*Required work*. A verbatim repeat of the lines below is required, with the pictures removed.

*Source information*.
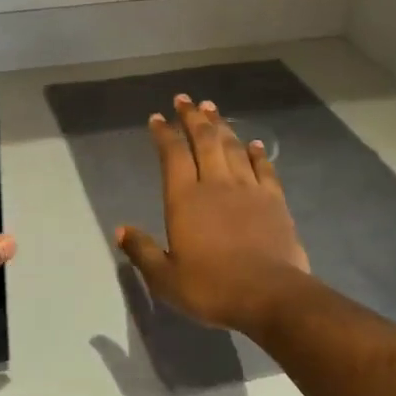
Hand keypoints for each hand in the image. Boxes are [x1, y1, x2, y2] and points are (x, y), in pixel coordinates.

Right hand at [115, 95, 310, 335]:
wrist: (270, 296)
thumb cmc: (212, 287)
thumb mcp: (165, 278)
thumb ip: (142, 252)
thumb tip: (120, 231)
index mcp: (185, 199)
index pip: (172, 155)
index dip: (163, 133)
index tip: (157, 118)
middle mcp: (215, 184)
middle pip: (204, 140)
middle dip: (192, 117)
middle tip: (185, 99)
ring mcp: (249, 189)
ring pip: (233, 147)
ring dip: (222, 126)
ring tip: (212, 109)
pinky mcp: (274, 201)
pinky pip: (263, 168)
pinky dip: (257, 153)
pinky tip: (253, 144)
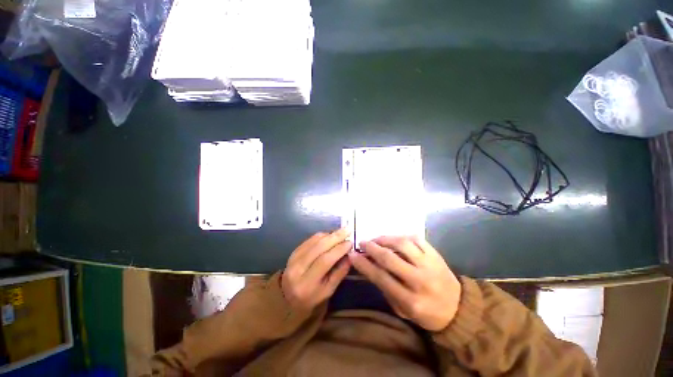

*Finished task*.
Hand keypoints for each hand in the image. Boxes are [x1, y1, x2, y2] and points are (x, y), in pixel coordinates.

Right hand at [115, 95, 310, 335]:
wrist: (270, 296)
thumb cmc: (212, 287)
thumb mcp: (165, 278)
thumb ip: (142, 252)
thumb tip: (120, 231)
index mcp: (185, 199)
index pip: (172, 155)
index dip: (163, 133)
index tip: (157, 118)
middle mcp: (215, 184)
middle pip: (204, 140)
middle dip: (192, 117)
middle tip: (185, 99)
ring mcp: (249, 189)
ring pip: (233, 147)
ring dip: (222, 126)
ring tip: (212, 109)
pinky mcp: (274, 201)
pinky pip: (263, 168)
pinky dip: (257, 153)
pinky tip: (253, 144)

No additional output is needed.